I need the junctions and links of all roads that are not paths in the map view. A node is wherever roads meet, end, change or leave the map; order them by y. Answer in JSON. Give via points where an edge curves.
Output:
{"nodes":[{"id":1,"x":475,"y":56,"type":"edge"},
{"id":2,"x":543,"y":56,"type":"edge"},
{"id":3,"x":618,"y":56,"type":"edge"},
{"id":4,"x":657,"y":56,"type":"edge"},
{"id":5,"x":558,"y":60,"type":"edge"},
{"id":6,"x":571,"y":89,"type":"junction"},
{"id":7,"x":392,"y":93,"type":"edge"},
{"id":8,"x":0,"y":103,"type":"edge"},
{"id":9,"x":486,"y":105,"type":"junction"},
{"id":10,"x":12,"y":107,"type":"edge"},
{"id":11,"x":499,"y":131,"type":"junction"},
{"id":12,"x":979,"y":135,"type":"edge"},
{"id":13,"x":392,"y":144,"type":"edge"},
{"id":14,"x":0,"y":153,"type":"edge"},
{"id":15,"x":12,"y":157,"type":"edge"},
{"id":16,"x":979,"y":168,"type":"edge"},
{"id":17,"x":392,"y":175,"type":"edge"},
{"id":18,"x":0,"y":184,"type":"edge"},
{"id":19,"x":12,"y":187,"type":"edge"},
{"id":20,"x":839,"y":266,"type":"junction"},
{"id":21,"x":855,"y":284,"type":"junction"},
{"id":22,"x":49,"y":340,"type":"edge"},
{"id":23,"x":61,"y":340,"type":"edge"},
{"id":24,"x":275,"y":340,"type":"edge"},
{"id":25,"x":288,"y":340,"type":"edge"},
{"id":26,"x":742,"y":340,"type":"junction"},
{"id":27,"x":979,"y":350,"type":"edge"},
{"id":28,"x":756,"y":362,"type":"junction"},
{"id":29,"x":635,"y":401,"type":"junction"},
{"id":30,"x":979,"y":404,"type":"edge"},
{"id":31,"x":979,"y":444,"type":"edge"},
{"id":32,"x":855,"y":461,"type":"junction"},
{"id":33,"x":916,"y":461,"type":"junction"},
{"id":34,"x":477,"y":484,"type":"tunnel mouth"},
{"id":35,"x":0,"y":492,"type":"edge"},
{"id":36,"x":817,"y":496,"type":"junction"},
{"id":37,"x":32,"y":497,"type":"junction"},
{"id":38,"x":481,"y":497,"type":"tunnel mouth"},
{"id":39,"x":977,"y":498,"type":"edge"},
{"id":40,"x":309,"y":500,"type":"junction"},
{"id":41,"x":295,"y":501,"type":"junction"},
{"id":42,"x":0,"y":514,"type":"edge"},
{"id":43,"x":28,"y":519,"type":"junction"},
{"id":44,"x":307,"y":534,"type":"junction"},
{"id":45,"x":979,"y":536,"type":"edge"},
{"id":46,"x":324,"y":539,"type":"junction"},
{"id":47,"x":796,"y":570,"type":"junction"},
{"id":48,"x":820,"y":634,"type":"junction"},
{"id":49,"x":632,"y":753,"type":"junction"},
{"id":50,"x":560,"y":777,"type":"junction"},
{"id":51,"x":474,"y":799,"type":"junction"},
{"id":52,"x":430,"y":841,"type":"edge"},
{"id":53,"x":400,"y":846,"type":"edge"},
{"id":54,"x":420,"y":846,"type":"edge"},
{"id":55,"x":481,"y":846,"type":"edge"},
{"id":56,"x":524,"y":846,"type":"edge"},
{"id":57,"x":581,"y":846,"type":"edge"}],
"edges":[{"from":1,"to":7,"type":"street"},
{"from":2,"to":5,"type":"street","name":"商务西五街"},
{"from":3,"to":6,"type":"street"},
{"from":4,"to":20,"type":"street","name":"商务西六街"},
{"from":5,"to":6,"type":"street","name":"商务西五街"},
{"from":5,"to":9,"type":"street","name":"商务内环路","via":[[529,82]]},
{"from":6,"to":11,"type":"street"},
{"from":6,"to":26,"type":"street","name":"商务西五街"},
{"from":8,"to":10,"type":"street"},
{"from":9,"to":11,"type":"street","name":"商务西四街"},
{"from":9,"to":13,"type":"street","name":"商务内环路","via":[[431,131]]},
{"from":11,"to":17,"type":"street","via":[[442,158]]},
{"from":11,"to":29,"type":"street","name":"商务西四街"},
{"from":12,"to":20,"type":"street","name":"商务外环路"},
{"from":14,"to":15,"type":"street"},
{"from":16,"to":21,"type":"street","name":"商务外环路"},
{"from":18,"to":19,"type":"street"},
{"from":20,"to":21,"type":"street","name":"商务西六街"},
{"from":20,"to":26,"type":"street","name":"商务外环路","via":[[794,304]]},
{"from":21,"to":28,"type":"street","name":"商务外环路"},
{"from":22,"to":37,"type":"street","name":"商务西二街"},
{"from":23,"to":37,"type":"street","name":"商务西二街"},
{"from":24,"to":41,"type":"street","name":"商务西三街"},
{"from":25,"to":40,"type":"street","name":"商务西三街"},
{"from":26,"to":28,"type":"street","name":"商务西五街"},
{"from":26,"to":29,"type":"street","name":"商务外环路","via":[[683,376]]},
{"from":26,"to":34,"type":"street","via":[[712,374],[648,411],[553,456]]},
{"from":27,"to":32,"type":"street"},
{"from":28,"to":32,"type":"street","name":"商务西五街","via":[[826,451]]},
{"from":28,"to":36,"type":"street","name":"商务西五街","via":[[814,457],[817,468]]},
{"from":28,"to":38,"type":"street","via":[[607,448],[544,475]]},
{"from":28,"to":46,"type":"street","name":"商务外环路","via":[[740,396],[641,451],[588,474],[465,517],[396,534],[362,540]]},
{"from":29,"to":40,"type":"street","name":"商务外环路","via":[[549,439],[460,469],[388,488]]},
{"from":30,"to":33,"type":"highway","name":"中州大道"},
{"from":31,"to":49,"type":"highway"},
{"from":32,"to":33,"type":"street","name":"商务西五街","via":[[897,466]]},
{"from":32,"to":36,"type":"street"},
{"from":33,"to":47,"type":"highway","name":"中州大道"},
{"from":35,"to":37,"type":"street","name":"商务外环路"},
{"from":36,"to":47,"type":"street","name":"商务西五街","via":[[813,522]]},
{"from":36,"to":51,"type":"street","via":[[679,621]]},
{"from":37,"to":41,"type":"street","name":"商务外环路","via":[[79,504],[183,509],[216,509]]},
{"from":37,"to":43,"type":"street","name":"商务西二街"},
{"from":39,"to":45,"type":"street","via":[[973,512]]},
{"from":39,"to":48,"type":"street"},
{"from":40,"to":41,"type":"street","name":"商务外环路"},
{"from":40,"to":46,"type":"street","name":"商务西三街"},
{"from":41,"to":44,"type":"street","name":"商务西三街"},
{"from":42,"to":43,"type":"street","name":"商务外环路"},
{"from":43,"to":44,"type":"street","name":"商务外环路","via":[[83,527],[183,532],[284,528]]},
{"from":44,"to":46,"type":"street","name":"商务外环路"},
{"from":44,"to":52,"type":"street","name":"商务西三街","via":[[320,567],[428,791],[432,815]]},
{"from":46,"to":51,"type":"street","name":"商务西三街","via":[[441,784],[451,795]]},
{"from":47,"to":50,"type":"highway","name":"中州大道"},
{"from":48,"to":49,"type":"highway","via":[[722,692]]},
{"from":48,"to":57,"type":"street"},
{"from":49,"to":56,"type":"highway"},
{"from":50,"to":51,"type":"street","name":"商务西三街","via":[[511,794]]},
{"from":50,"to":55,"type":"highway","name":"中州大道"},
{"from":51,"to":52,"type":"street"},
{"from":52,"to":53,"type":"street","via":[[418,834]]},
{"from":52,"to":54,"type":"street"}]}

........

* _THE PROBLEM_:
Set down each entry from above once more, exactly as written.

* _ANSWER FOR THE TASK_:
I need the junctions and links of all roads that are not paths in the map view. A node is wherever roads meet, end, change or leave the map; order them by y. Answer in JSON. Give via points where an edge curves.
Output:
{"nodes":[{"id":1,"x":475,"y":56,"type":"edge"},
{"id":2,"x":543,"y":56,"type":"edge"},
{"id":3,"x":618,"y":56,"type":"edge"},
{"id":4,"x":657,"y":56,"type":"edge"},
{"id":5,"x":558,"y":60,"type":"edge"},
{"id":6,"x":571,"y":89,"type":"junction"},
{"id":7,"x":392,"y":93,"type":"edge"},
{"id":8,"x":0,"y":103,"type":"edge"},
{"id":9,"x":486,"y":105,"type":"junction"},
{"id":10,"x":12,"y":107,"type":"edge"},
{"id":11,"x":499,"y":131,"type":"junction"},
{"id":12,"x":979,"y":135,"type":"edge"},
{"id":13,"x":392,"y":144,"type":"edge"},
{"id":14,"x":0,"y":153,"type":"edge"},
{"id":15,"x":12,"y":157,"type":"edge"},
{"id":16,"x":979,"y":168,"type":"edge"},
{"id":17,"x":392,"y":175,"type":"edge"},
{"id":18,"x":0,"y":184,"type":"edge"},
{"id":19,"x":12,"y":187,"type":"edge"},
{"id":20,"x":839,"y":266,"type":"junction"},
{"id":21,"x":855,"y":284,"type":"junction"},
{"id":22,"x":49,"y":340,"type":"edge"},
{"id":23,"x":61,"y":340,"type":"edge"},
{"id":24,"x":275,"y":340,"type":"edge"},
{"id":25,"x":288,"y":340,"type":"edge"},
{"id":26,"x":742,"y":340,"type":"junction"},
{"id":27,"x":979,"y":350,"type":"edge"},
{"id":28,"x":756,"y":362,"type":"junction"},
{"id":29,"x":635,"y":401,"type":"junction"},
{"id":30,"x":979,"y":404,"type":"edge"},
{"id":31,"x":979,"y":444,"type":"edge"},
{"id":32,"x":855,"y":461,"type":"junction"},
{"id":33,"x":916,"y":461,"type":"junction"},
{"id":34,"x":477,"y":484,"type":"tunnel mouth"},
{"id":35,"x":0,"y":492,"type":"edge"},
{"id":36,"x":817,"y":496,"type":"junction"},
{"id":37,"x":32,"y":497,"type":"junction"},
{"id":38,"x":481,"y":497,"type":"tunnel mouth"},
{"id":39,"x":977,"y":498,"type":"edge"},
{"id":40,"x":309,"y":500,"type":"junction"},
{"id":41,"x":295,"y":501,"type":"junction"},
{"id":42,"x":0,"y":514,"type":"edge"},
{"id":43,"x":28,"y":519,"type":"junction"},
{"id":44,"x":307,"y":534,"type":"junction"},
{"id":45,"x":979,"y":536,"type":"edge"},
{"id":46,"x":324,"y":539,"type":"junction"},
{"id":47,"x":796,"y":570,"type":"junction"},
{"id":48,"x":820,"y":634,"type":"junction"},
{"id":49,"x":632,"y":753,"type":"junction"},
{"id":50,"x":560,"y":777,"type":"junction"},
{"id":51,"x":474,"y":799,"type":"junction"},
{"id":52,"x":430,"y":841,"type":"edge"},
{"id":53,"x":400,"y":846,"type":"edge"},
{"id":54,"x":420,"y":846,"type":"edge"},
{"id":55,"x":481,"y":846,"type":"edge"},
{"id":56,"x":524,"y":846,"type":"edge"},
{"id":57,"x":581,"y":846,"type":"edge"}],
"edges":[{"from":1,"to":7,"type":"street"},
{"from":2,"to":5,"type":"street","name":"商务西五街"},
{"from":3,"to":6,"type":"street"},
{"from":4,"to":20,"type":"street","name":"商务西六街"},
{"from":5,"to":6,"type":"street","name":"商务西五街"},
{"from":5,"to":9,"type":"street","name":"商务内环路","via":[[529,82]]},
{"from":6,"to":11,"type":"street"},
{"from":6,"to":26,"type":"street","name":"商务西五街"},
{"from":8,"to":10,"type":"street"},
{"from":9,"to":11,"type":"street","name":"商务西四街"},
{"from":9,"to":13,"type":"street","name":"商务内环路","via":[[431,131]]},
{"from":11,"to":17,"type":"street","via":[[442,158]]},
{"from":11,"to":29,"type":"street","name":"商务西四街"},
{"from":12,"to":20,"type":"street","name":"商务外环路"},
{"from":14,"to":15,"type":"street"},
{"from":16,"to":21,"type":"street","name":"商务外环路"},
{"from":18,"to":19,"type":"street"},
{"from":20,"to":21,"type":"street","name":"商务西六街"},
{"from":20,"to":26,"type":"street","name":"商务外环路","via":[[794,304]]},
{"from":21,"to":28,"type":"street","name":"商务外环路"},
{"from":22,"to":37,"type":"street","name":"商务西二街"},
{"from":23,"to":37,"type":"street","name":"商务西二街"},
{"from":24,"to":41,"type":"street","name":"商务西三街"},
{"from":25,"to":40,"type":"street","name":"商务西三街"},
{"from":26,"to":28,"type":"street","name":"商务西五街"},
{"from":26,"to":29,"type":"street","name":"商务外环路","via":[[683,376]]},
{"from":26,"to":34,"type":"street","via":[[712,374],[648,411],[553,456]]},
{"from":27,"to":32,"type":"street"},
{"from":28,"to":32,"type":"street","name":"商务西五街","via":[[826,451]]},
{"from":28,"to":36,"type":"street","name":"商务西五街","via":[[814,457],[817,468]]},
{"from":28,"to":38,"type":"street","via":[[607,448],[544,475]]},
{"from":28,"to":46,"type":"street","name":"商务外环路","via":[[740,396],[641,451],[588,474],[465,517],[396,534],[362,540]]},
{"from":29,"to":40,"type":"street","name":"商务外环路","via":[[549,439],[460,469],[388,488]]},
{"from":30,"to":33,"type":"highway","name":"中州大道"},
{"from":31,"to":49,"type":"highway"},
{"from":32,"to":33,"type":"street","name":"商务西五街","via":[[897,466]]},
{"from":32,"to":36,"type":"street"},
{"from":33,"to":47,"type":"highway","name":"中州大道"},
{"from":35,"to":37,"type":"street","name":"商务外环路"},
{"from":36,"to":47,"type":"street","name":"商务西五街","via":[[813,522]]},
{"from":36,"to":51,"type":"street","via":[[679,621]]},
{"from":37,"to":41,"type":"street","name":"商务外环路","via":[[79,504],[183,509],[216,509]]},
{"from":37,"to":43,"type":"street","name":"商务西二街"},
{"from":39,"to":45,"type":"street","via":[[973,512]]},
{"from":39,"to":48,"type":"street"},
{"from":40,"to":41,"type":"street","name":"商务外环路"},
{"from":40,"to":46,"type":"street","name":"商务西三街"},
{"from":41,"to":44,"type":"street","name":"商务西三街"},
{"from":42,"to":43,"type":"street","name":"商务外环路"},
{"from":43,"to":44,"type":"street","name":"商务外环路","via":[[83,527],[183,532],[284,528]]},
{"from":44,"to":46,"type":"street","name":"商务外环路"},
{"from":44,"to":52,"type":"street","name":"商务西三街","via":[[320,567],[428,791],[432,815]]},
{"from":46,"to":51,"type":"street","name":"商务西三街","via":[[441,784],[451,795]]},
{"from":47,"to":50,"type":"highway","name":"中州大道"},
{"from":48,"to":49,"type":"highway","via":[[722,692]]},
{"from":48,"to":57,"type":"street"},
{"from":49,"to":56,"type":"highway"},
{"from":50,"to":51,"type":"street","name":"商务西三街","via":[[511,794]]},
{"from":50,"to":55,"type":"highway","name":"中州大道"},
{"from":51,"to":52,"type":"street"},
{"from":52,"to":53,"type":"street","via":[[418,834]]},
{"from":52,"to":54,"type":"street"}]}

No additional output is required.